▼▼▼

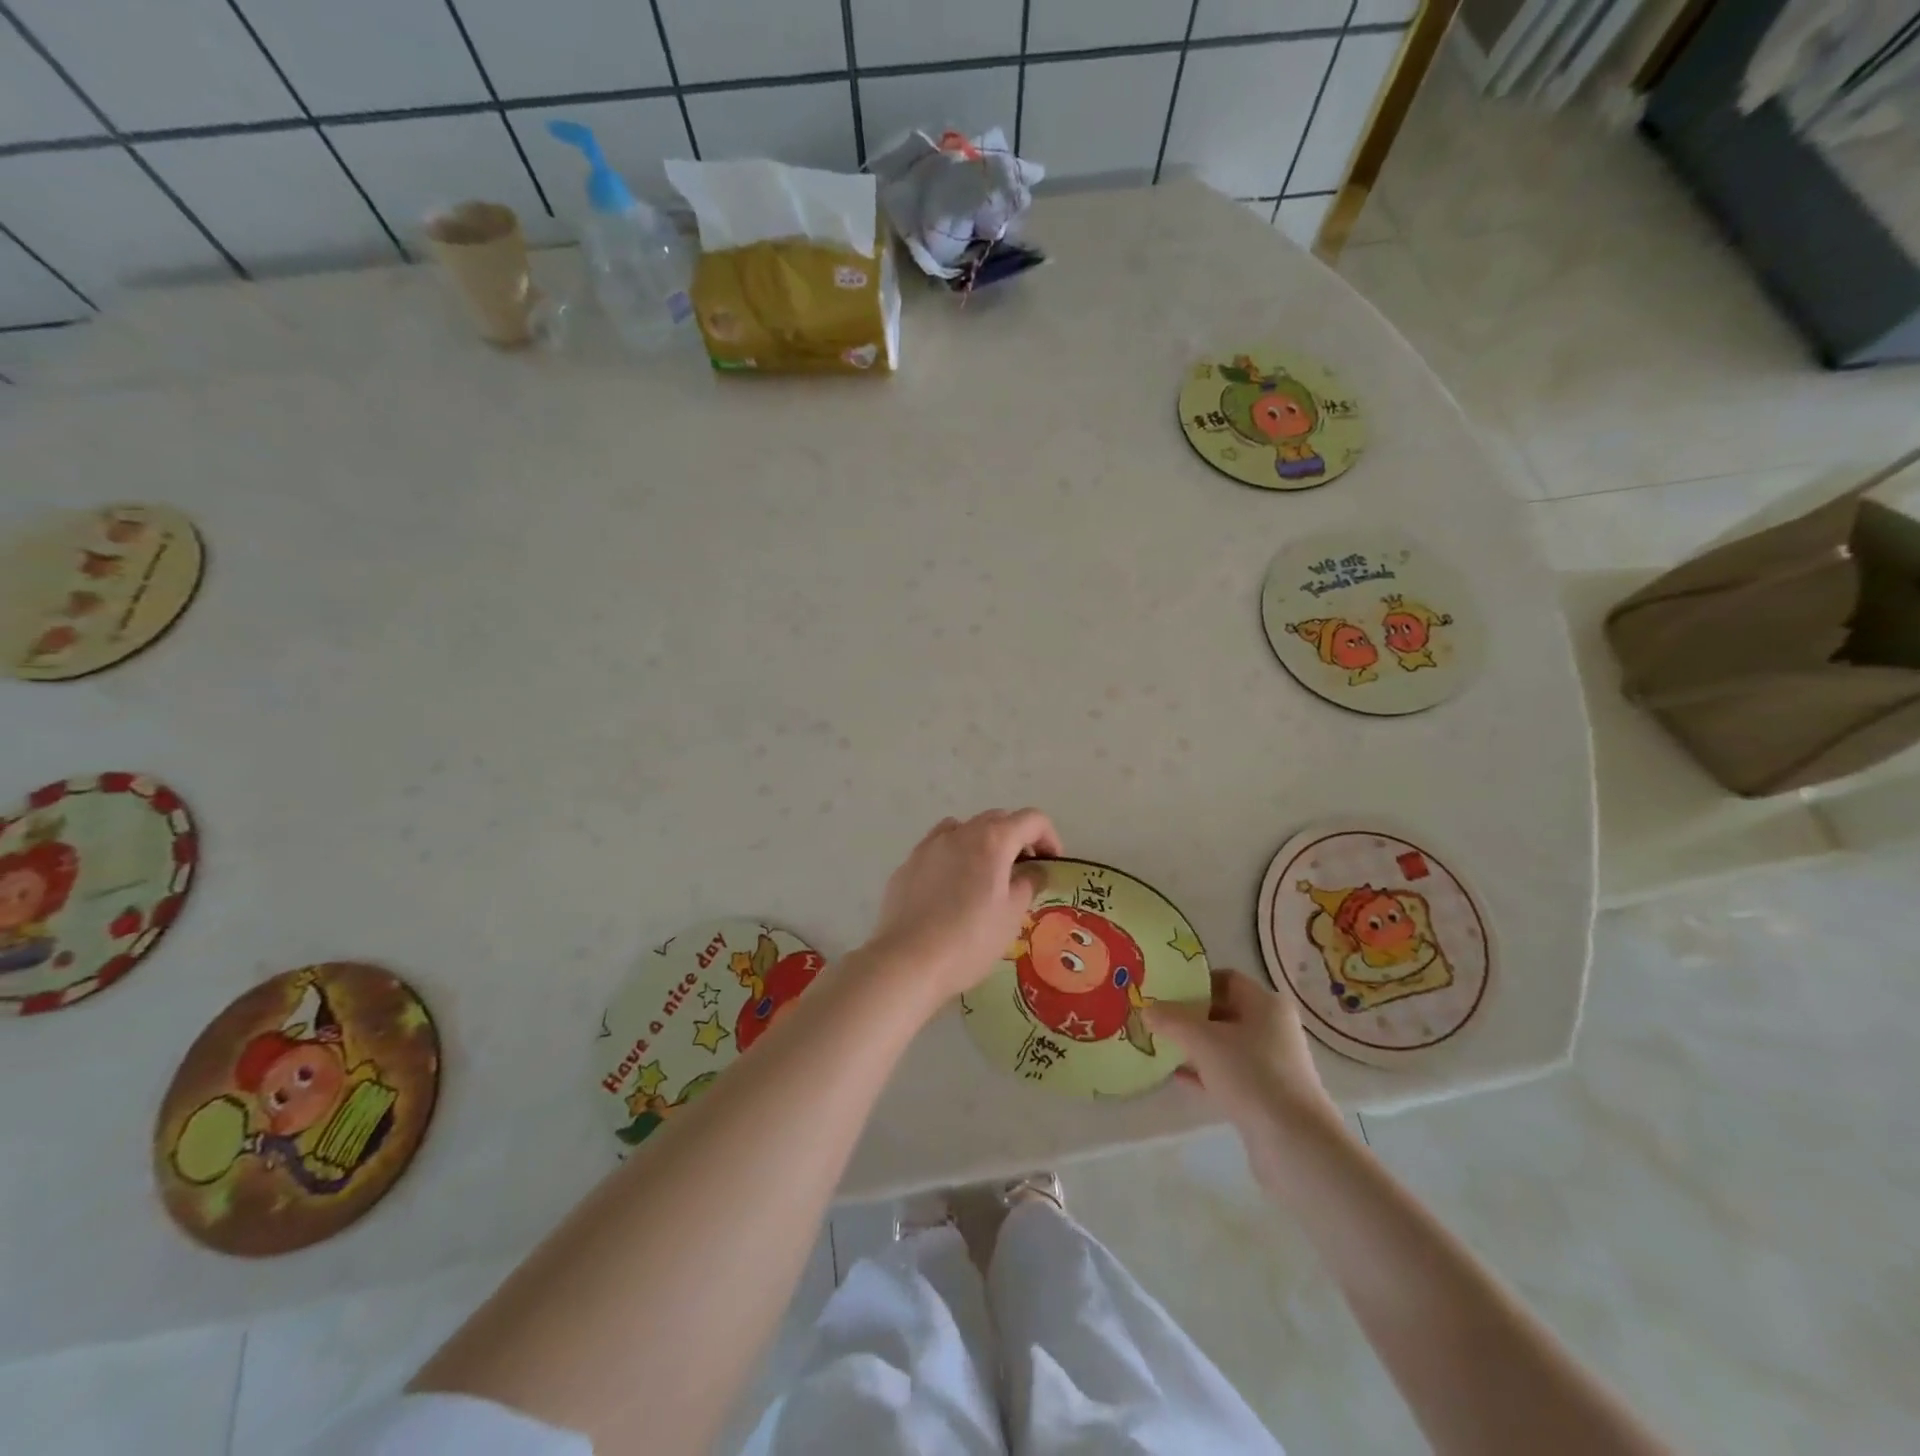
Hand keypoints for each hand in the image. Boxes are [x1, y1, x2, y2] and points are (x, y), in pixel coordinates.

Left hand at [863, 809, 1062, 1008]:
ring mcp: (929, 846)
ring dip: (983, 842)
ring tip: (985, 876)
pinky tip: (951, 888)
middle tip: (1024, 870)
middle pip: (997, 819)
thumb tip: (1036, 870)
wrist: (907, 961)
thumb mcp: (1011, 915)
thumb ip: (1028, 884)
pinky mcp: (908, 864)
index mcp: (992, 840)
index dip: (1049, 837)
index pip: (1031, 819)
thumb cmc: (970, 940)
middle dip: (1017, 838)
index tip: (1052, 863)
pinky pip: (938, 848)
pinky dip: (954, 856)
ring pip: (964, 829)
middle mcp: (960, 833)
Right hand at [1144, 970, 1346, 1182]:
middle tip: (1158, 1018)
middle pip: (1224, 1011)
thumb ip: (1171, 1020)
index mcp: (1266, 1004)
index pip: (1226, 979)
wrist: (1294, 1143)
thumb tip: (1147, 1008)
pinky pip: (1229, 1074)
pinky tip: (1177, 1077)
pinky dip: (1205, 1072)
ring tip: (1161, 1046)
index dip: (1195, 982)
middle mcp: (1273, 1029)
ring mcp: (1272, 1064)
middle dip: (1190, 1015)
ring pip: (1225, 1045)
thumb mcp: (1202, 1040)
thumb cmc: (1250, 1075)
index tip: (1165, 990)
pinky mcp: (1266, 1095)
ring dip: (1195, 1045)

▲▲▲

▸ **Exercise prompt**
Using the data above, count the lines that hold the string "middle". Report the number and nothing else.

▸ **Exercise response**
8